Given that 1/x is symetric across y=x, why can't we say $$\int^1_0 1/x - x dx= \int^\infty_1 1/x + x dx$$? Geometrically, it makes sense, but ln(0) is clearly undefined.

 

[matiasmorant]

from 1 to infinity the integral is unboundedly large. ln(x) tends to -infinity as x tends to 0, so the other integral is also unboundedly large. I think there's nothing wrong with saying the areas are equal

 

[TylerH]

Yeah... I should have waited to post. I solved it and got x=0, but I'm not sure that means anything...

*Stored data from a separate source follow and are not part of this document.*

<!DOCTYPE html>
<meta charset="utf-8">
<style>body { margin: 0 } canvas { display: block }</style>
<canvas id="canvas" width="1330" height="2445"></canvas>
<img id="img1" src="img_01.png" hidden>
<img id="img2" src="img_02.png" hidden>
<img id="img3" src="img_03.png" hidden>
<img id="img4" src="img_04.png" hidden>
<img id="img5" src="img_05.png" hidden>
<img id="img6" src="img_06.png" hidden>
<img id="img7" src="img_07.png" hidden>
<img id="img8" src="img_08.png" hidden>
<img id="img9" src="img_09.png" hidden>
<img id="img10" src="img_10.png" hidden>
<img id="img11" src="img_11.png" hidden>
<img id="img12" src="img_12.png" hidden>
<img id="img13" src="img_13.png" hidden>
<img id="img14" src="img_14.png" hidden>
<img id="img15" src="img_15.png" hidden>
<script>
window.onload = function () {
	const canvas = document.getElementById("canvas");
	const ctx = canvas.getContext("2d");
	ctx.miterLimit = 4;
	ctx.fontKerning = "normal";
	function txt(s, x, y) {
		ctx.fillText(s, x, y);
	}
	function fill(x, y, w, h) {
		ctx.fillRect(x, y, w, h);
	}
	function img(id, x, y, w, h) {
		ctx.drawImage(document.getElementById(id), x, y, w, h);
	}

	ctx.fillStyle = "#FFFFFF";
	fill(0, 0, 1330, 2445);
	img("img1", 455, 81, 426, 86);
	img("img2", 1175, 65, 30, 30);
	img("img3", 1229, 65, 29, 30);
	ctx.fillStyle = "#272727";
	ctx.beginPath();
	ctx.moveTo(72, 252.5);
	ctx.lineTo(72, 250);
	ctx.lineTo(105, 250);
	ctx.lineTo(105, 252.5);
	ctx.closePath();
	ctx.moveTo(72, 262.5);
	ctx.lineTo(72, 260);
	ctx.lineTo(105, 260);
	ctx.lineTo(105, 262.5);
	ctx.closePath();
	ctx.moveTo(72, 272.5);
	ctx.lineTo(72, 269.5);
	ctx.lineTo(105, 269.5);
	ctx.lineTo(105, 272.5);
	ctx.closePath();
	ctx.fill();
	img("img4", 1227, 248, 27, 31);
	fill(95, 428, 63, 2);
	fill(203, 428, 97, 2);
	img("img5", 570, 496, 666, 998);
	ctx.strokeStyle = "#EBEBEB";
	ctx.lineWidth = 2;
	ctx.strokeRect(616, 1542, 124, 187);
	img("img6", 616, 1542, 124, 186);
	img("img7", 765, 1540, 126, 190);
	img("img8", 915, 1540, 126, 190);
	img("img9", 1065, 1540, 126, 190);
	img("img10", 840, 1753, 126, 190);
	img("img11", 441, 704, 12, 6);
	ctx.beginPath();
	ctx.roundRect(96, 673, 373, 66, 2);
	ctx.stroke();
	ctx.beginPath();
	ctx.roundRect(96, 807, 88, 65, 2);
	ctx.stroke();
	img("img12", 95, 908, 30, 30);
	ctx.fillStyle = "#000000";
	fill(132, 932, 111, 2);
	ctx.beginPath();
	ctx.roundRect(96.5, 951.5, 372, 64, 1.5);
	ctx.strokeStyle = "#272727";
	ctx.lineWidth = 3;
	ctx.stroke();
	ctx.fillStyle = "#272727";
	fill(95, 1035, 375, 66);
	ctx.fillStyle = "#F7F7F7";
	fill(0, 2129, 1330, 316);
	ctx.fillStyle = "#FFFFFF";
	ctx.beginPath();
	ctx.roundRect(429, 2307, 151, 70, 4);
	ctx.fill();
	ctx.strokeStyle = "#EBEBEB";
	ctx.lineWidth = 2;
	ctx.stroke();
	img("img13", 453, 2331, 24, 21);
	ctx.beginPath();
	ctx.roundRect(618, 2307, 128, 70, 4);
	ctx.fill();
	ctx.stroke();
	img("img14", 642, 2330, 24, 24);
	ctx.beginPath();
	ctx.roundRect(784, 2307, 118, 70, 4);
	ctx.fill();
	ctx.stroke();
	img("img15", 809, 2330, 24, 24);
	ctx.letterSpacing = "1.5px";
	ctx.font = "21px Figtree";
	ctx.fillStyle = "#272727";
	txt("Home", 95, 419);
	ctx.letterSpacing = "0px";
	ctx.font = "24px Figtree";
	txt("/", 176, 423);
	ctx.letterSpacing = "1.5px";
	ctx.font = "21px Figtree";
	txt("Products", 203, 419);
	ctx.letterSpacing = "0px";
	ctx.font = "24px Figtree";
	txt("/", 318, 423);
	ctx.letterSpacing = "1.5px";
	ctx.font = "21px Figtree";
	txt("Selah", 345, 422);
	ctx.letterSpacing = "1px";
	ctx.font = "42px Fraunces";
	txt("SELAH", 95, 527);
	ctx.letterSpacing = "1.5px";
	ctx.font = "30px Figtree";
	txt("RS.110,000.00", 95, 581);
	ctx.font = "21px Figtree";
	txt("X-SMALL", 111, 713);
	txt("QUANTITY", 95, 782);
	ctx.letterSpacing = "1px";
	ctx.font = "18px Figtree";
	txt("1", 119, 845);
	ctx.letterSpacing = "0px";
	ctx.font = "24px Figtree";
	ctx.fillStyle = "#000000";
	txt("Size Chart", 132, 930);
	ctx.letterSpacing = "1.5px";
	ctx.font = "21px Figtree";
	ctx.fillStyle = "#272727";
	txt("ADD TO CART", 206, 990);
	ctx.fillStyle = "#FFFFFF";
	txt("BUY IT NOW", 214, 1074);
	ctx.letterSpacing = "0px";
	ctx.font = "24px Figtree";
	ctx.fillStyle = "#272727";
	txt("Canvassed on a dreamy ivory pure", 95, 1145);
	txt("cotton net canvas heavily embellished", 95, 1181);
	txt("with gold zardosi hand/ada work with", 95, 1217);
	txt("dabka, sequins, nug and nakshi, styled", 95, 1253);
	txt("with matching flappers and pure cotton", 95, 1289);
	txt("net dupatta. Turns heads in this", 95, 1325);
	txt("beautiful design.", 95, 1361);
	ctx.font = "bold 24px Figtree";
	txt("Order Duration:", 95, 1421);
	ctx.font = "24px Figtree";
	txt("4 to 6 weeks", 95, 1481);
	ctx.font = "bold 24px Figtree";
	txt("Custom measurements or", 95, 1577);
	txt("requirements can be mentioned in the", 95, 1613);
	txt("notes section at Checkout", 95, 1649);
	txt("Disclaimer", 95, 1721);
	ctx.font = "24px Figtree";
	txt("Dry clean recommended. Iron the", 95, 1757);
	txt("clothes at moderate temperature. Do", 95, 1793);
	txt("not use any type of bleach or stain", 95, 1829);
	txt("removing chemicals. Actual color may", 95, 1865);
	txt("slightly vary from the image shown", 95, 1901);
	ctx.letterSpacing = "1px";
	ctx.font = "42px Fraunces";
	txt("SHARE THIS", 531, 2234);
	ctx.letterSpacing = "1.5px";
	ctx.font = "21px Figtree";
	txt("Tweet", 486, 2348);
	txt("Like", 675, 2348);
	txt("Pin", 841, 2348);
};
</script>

$$\int^1_0 (1/x - x)dx = \int^\infty_1 dx/x + \int^1_0 xdx$$
$$\right[lnx\left]^1_0 - x^2/2 = \right[lnx\left]^\infty_1 + x^2/2$$
$$ln1 - \lim_{x \to 0+}lnx = \lim_{x \to \infty}lnx + ln1 + x^2$$
$$-\lim_{x \to 0+}lnx = \lim_{x \to \infty}lnx + x^2$$
$$\lim_{x \to \infty}lnx + \lim_{x \to 0+}lnx + x^2 = 0$$
$$\lim_{x \to \infty}(lnx + ln1/x)+x^2=0$$
$$\lim_{x \to \infty}\frac{x}{x}+x^2=0$$
and so on...

What is the geometric interpretation of x=0?